This was my first post. On 12-October-2005.
I’ve written about many things over the past decade. 2000 plus posts, 200 per year, averages about 4 every 7 days or so.
I’ve slowed down a bit in recent months, as work has grown more intense, but there are many thoughts I want to get down.
To a large extent, my journey through HPC has been an interesting one, and only slightly captured in these posts.
I’ve been a user of high performance and supercomputing systems since 1986. Yeah, really.
I’ve written code for these systems on everything from card-punches and 300 Baud terminals for some Markov model calculations, along with the green lined paper for output. This code was to simulate a random load, a solar cell, and a rough guestimate of incoming sun for charging, in order to estimate charge state. Now I see examples of the systems that we were crudely modeling on IBM 3090 V180 machines in 1986, on the road sides. It helps that the solar cells have gotten better.
I did some APL for optical modeling. It was fun, but … well … I’m not an optics person, so I lost interest in that.
One of the harder ones was hand coded/optimized x86 assembly for a famous experiment (before it became famous for a prize awarded to the PI). This was very cool, and required that I write an experiment interface, and a timing controller compiler. With a terminate and stay resident program in DOS to handle the command and control. Start by turning off interrupts, because jitter sucks. Made debugging … a challenge.
I optimized chemistry codes, rewrote critical sections of bioinformatics codes, and developed parallel shared nothing but drop in versions of other common bioinfo codes. There’s even a patent on that.
I started working on accelerators in 2002, and called them APUs. AMD hired us to write white papers, and sure enough I used the word APU in there many times talking about accelerated computing. It seems to have caught on there.
I’ve been highly critical of benchmarketing, poor benchmarking, poor analytics, bad load generation here. I’ve seen some people attack me here (and in other contexts) for pointing out failures of models, companies, etc. For example, nearly 10 years later, where is Windows in HPC?
I’ve talked a little about this distributed workflow engine we created in the early 2000’s, that I open sourced, and simply ran out of time to work on. I put it up on git several years after I had stopped working on it. I really wanted to do more with it, but its hard to pay people when you can’t get revenue from projects you spend time on.
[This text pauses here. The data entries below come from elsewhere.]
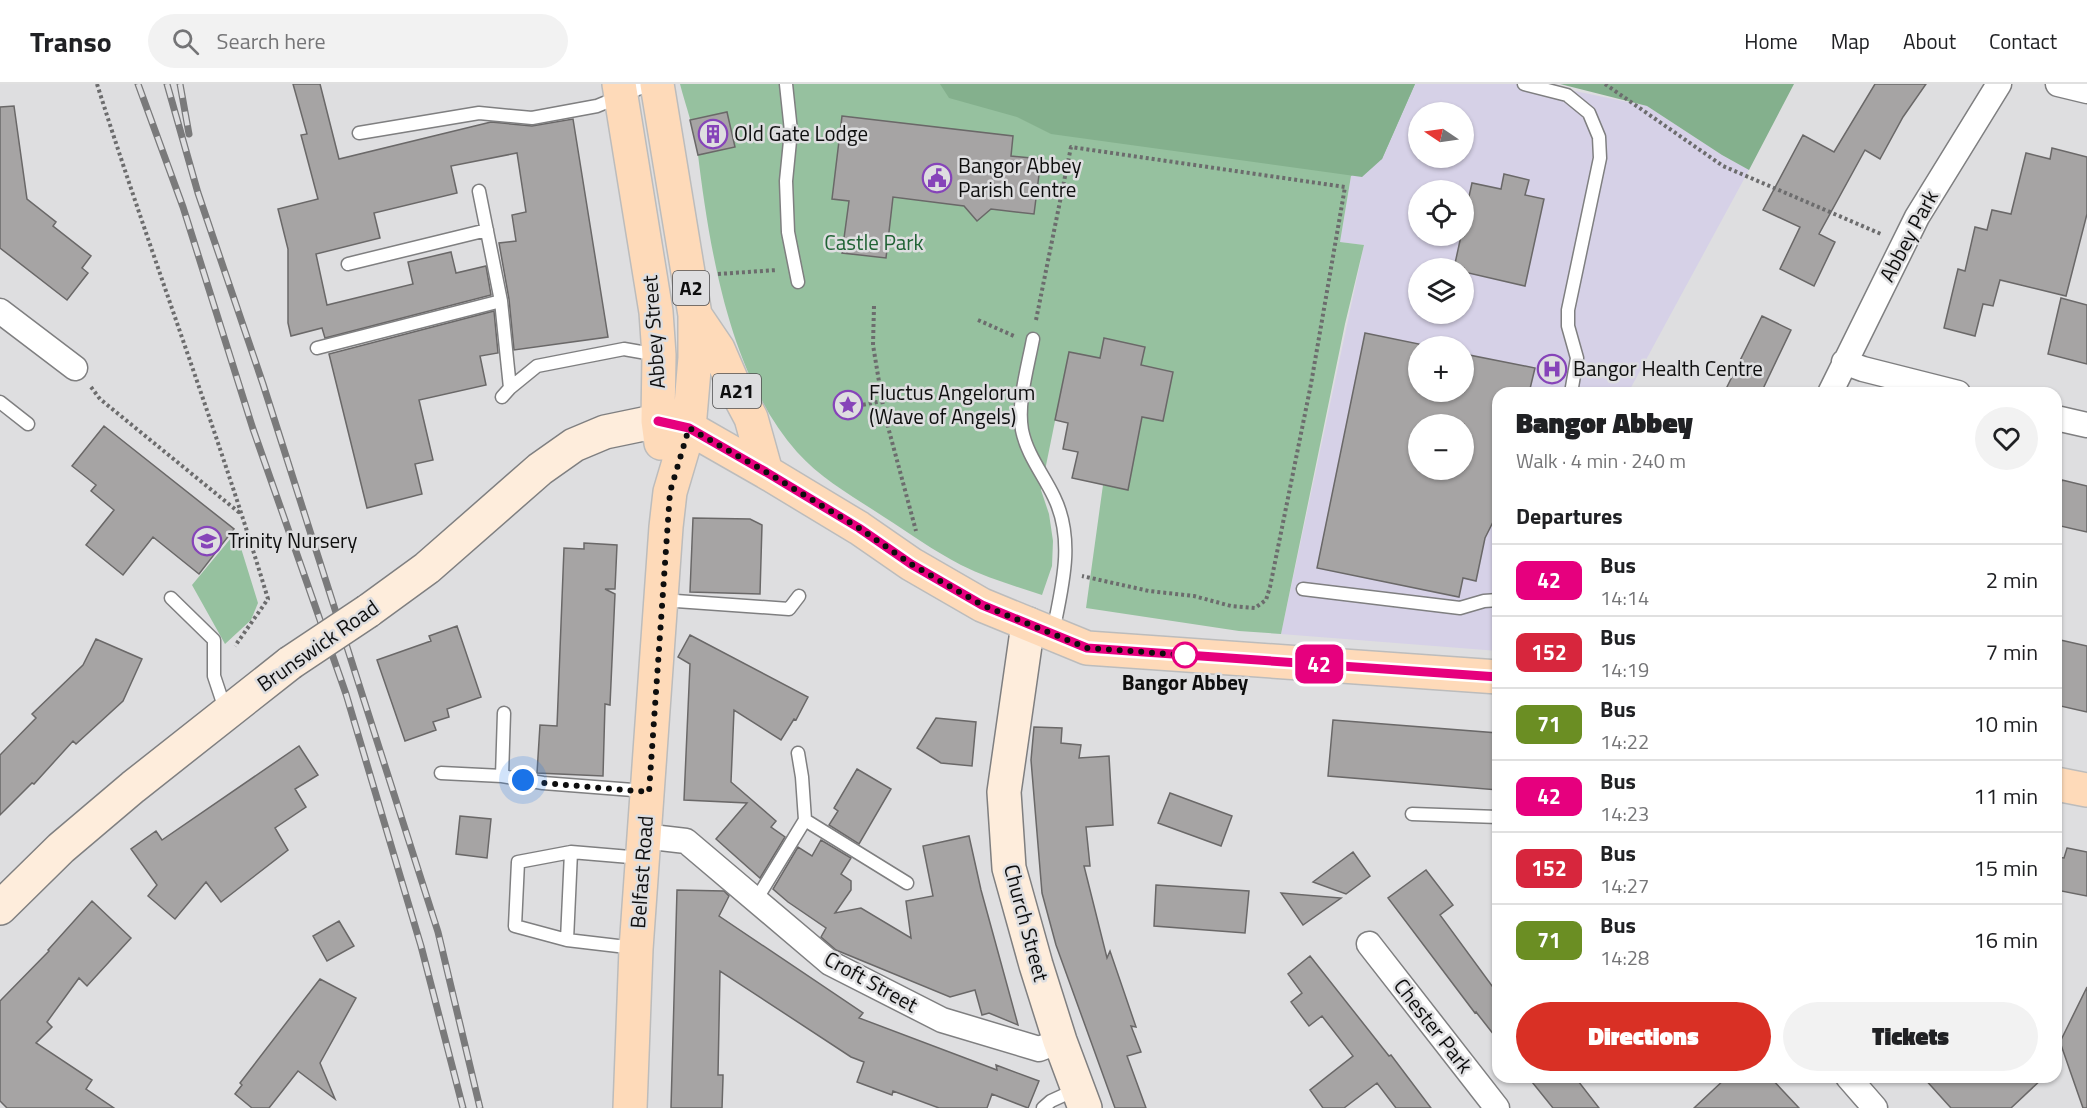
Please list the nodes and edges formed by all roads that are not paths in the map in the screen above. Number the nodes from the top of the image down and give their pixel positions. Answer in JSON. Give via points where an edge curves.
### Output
{"nodes":[{"id":1,"x":657,"y":84,"type":"edge"},
{"id":2,"x":786,"y":84,"type":"edge"},
{"id":3,"x":1524,"y":84,"type":"edge"},
{"id":4,"x":1999,"y":84,"type":"edge"},
{"id":5,"x":2058,"y":84,"type":"edge"},
{"id":6,"x":630,"y":88,"type":"edge"},
{"id":7,"x":2087,"y":91,"type":"edge"},
{"id":8,"x":359,"y":133,"type":"dead end"},
{"id":9,"x":479,"y":190,"type":"dead end"},
{"id":10,"x":487,"y":230,"type":"junction"},
{"id":11,"x":348,"y":264,"type":"dead end"},
{"id":12,"x":798,"y":282,"type":"dead end"},
{"id":13,"x":501,"y":301,"type":"junction"},
{"id":14,"x":695,"y":315,"type":"junction"},
{"id":15,"x":4,"y":323,"type":"edge"},
{"id":16,"x":1032,"y":339,"type":"road end"},
{"id":17,"x":317,"y":348,"type":"dead end"},
{"id":18,"x":659,"y":355,"type":"junction"},
{"id":19,"x":1844,"y":362,"type":"junction"},
{"id":20,"x":75,"y":368,"type":"road end"},
{"id":21,"x":1572,"y":387,"type":"edge"},
{"id":22,"x":1833,"y":387,"type":"edge"},
{"id":23,"x":1934,"y":387,"type":"edge"},
{"id":24,"x":0,"y":402,"type":"edge"},
{"id":25,"x":2062,"y":419,"type":"edge"},
{"id":26,"x":28,"y":424,"type":"dead end"},
{"id":27,"x":673,"y":425,"type":"junction"},
{"id":28,"x":2087,"y":425,"type":"edge"},
{"id":29,"x":766,"y":472,"type":"junction"},
{"id":30,"x":670,"y":492,"type":"joint"},
{"id":31,"x":1303,"y":589,"type":"dead end"},
{"id":32,"x":799,"y":596,"type":"dead end"},
{"id":33,"x":171,"y":598,"type":"dead end"},
{"id":34,"x":661,"y":600,"type":"junction"},
{"id":35,"x":1492,"y":600,"type":"edge"},
{"id":36,"x":1040,"y":629,"type":"junction"},
{"id":37,"x":1492,"y":677,"type":"edge"},
{"id":38,"x":226,"y":713,"type":"junction"},
{"id":39,"x":504,"y":713,"type":"dead end"},
{"id":40,"x":798,"y":753,"type":"dead end"},
{"id":41,"x":441,"y":773,"type":"dead end"},
{"id":42,"x":502,"y":776,"type":"junction"},
{"id":43,"x":2062,"y":785,"type":"edge"},
{"id":44,"x":2087,"y":790,"type":"edge"},
{"id":45,"x":649,"y":792,"type":"junction"},
{"id":46,"x":1412,"y":814,"type":"dead end"},
{"id":47,"x":1492,"y":817,"type":"edge"},
{"id":48,"x":805,"y":820,"type":"junction"},
{"id":49,"x":643,"y":847,"type":"junction"},
{"id":50,"x":571,"y":852,"type":"junction"},
{"id":51,"x":908,"y":883,"type":"dead end"},
{"id":52,"x":756,"y":900,"type":"junction"},
{"id":53,"x":0,"y":908,"type":"edge"},
{"id":54,"x":567,"y":940,"type":"junction"},
{"id":55,"x":1369,"y":944,"type":"dead end"},
{"id":56,"x":636,"y":949,"type":"junction"},
{"id":57,"x":1060,"y":1041,"type":"junction"},
{"id":58,"x":1853,"y":1083,"type":"edge"},
{"id":59,"x":1082,"y":1098,"type":"edge"},
{"id":60,"x":630,"y":1108,"type":"edge"},
{"id":61,"x":1043,"y":1108,"type":"edge"},
{"id":62,"x":1497,"y":1108,"type":"edge"},
{"id":63,"x":1875,"y":1108,"type":"edge"}],
"edges":[{"from":1,"to":14,"type":"main road","name":"Abbey Street","number":"A2"},
{"from":2,"to":12,"type":"lane","via":[[791,131],[786,181],[788,232]]},
{"from":3,"to":21,"type":"lane","via":[[1567,95],[1589,113],[1599,136],[1600,158],[1568,310],[1577,358]]},
{"from":4,"to":19,"type":"street","name":"Abbey Park","via":[[1917,217]]},
{"from":5,"to":7,"type":"street"},
{"from":6,"to":8,"type":"lane","via":[[597,106],[532,118],[479,113]]},
{"from":6,"to":18,"type":"main road","name":"Abbey Street","number":"A2"},
{"from":9,"to":10,"type":"lane"},
{"from":10,"to":11,"type":"lane"},
{"from":10,"to":13,"type":"lane"},
{"from":13,"to":17,"type":"lane"},
{"from":13,"to":18,"type":"lane","via":[[506,393],[537,366],[624,349]]},
{"from":14,"to":27,"type":"main road","name":"Abbey Street","number":"A2","via":[[695,358]]},
{"from":14,"to":29,"type":"main road","number":"A21","via":[[718,349],[751,418]]},
{"from":15,"to":20,"type":"street"},
{"from":16,"to":36,"type":"lane","via":[[1022,428],[1027,449],[1055,498],[1066,552],[1064,572]]},
{"from":18,"to":27,"type":"main road","name":"Abbey Street","number":"A2"},
{"from":19,"to":22,"type":"street","name":"Abbey Park"},
{"from":19,"to":23,"type":"street"},
{"from":24,"to":26,"type":"lane"},
{"from":25,"to":28,"type":"street"},
{"from":27,"to":29,"type":"main road","number":"A21"},
{"from":27,"to":30,"type":"main road","name":"Abbey Street","number":"A2"},
{"from":27,"to":38,"type":"main road","name":"Brunswick Road","bridge":true,"via":[[605,432],[574,445],[427,568],[290,663]]},
{"from":29,"to":36,"type":"main road","number":"A21","via":[[982,605]]},
{"from":30,"to":34,"type":"main road","name":"Belfast Road","number":"A2"},
{"from":31,"to":35,"type":"lane","via":[[1460,608]]},
{"from":32,"to":34,"type":"lane","via":[[789,609]]},
{"from":33,"to":38,"type":"lane","via":[[214,640],[214,676]]},
{"from":34,"to":45,"type":"main road","name":"Belfast Road","number":"A2"},
{"from":36,"to":37,"type":"main road","number":"A21","via":[[1087,648]]},
{"from":36,"to":57,"type":"main road","name":"Church Street","via":[[1004,792],[1009,868]]},
{"from":38,"to":53,"type":"main road","name":"Brunswick Road","via":[[61,848]]},
{"from":39,"to":42,"type":"lane"},
{"from":40,"to":48,"type":"lane"},
{"from":41,"to":42,"type":"lane"},
{"from":42,"to":45,"type":"lane"},
{"from":43,"to":44,"type":"main road"},
{"from":45,"to":49,"type":"main road","name":"Belfast Road","number":"A2"},
{"from":46,"to":47,"type":"lane"},
{"from":48,"to":51,"type":"lane"},
{"from":48,"to":52,"type":"lane"},
{"from":49,"to":50,"type":"lane"},
{"from":49,"to":52,"type":"street","name":"Croft Street","via":[[686,841]]},
{"from":49,"to":56,"type":"main road","name":"Belfast Road","number":"A2"},
{"from":50,"to":54,"type":"lane"},
{"from":50,"to":54,"type":"lane","via":[[519,862],[515,926]]},
{"from":52,"to":57,"type":"street","name":"Croft Street","via":[[830,963],[942,1020],[1039,1049]]},
{"from":54,"to":56,"type":"lane"},
{"from":55,"to":62,"type":"street","name":"Chester Park"},
{"from":56,"to":60,"type":"main road","name":"Belfast Road","number":"A2"},
{"from":57,"to":59,"type":"main road","name":"Church Street"},
{"from":58,"to":63,"type":"street"},
{"from":59,"to":61,"type":"lane","via":[[1051,1101]]}]}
It was very cool though, enabling you to run code effectively seamlessly on different systems by taking local resources into account when constructing jobs.
I’ve talked about Tiburon, now SIOS, as our command and control plane for our systems. I got sick and tired of fighting the myriad of battles over how to boot/install/run systems, as new OS revisions often fixed a few things, and (badly) broken new things. We never wanted to build our own kernel, but once we realized that the backported patches we saw showing up were often the cause of significant instability or performance loss (or both). It was an easy decision. I can fix things I can see. I can’t fix things I can’t.
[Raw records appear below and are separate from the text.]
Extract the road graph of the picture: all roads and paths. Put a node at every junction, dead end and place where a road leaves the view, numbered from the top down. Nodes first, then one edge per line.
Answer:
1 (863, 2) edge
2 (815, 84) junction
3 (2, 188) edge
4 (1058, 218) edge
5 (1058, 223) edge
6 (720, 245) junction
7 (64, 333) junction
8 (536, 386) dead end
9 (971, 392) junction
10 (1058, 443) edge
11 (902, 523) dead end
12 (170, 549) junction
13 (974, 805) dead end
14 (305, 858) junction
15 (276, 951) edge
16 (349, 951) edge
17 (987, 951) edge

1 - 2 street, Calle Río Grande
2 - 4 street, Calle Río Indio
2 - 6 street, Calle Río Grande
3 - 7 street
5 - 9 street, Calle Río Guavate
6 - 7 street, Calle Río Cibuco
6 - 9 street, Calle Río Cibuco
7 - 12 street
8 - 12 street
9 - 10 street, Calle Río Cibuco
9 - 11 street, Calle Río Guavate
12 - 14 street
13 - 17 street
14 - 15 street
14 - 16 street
Likewise, dealing with distro built toolchains for anything important became a nightmare. No-one knew how to correctly build an operational and up to date Perl. Python lagged (use Python3 already, dammit!). Other tools didn’t merely show their age, in some cases, they were completely rewritten and the old shipped project discarded long ago. It became more of a risk for us to use broken tools, than to craft our own toolchain.
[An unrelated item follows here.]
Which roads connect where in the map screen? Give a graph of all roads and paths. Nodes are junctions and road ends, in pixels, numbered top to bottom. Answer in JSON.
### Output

We’ve reported on records we’ve set, measurements we’ve made. Some have been fantastic. Some not so much.
I’ve not written that much about our journey to raise capital. This has been a very time consuming and frustrating process. More than that, it incorporates some of the worst behavior I’ve ever seen … I used to think that some of our competitors were annoying … I can’t tell you how many times we’ve been asked to give away our IP, our company, our secrets, etc. by “partners”.
Maybe I’ll write more about it someday. We’ll see.
In this new decade of the blog, I wonder how long this and other “lengthy” social media will last. It used to be that blogs were (back when I started) a good way to get ideas and discussions out. But readers are fluid, flowing to the next medium. Many bloggers are now 140 character “micro”-bloggers (remember when they called it “micro”-blogging?). And they misuse the format by posting 25 part tweets. Which suggests they should just get a blog already. Which they had given up for twitter.
The mind boggles … no really it does. And the irony of this is, that this blogging software will tweet a link to this post. This is at least humorous… performance art maybe?
Every year in HPC has brought us closer to being able to do more with our systems, to reach farther, to think bigger. I’ve been honored to have been a small part of this. I am hopeful that I can remain part of this.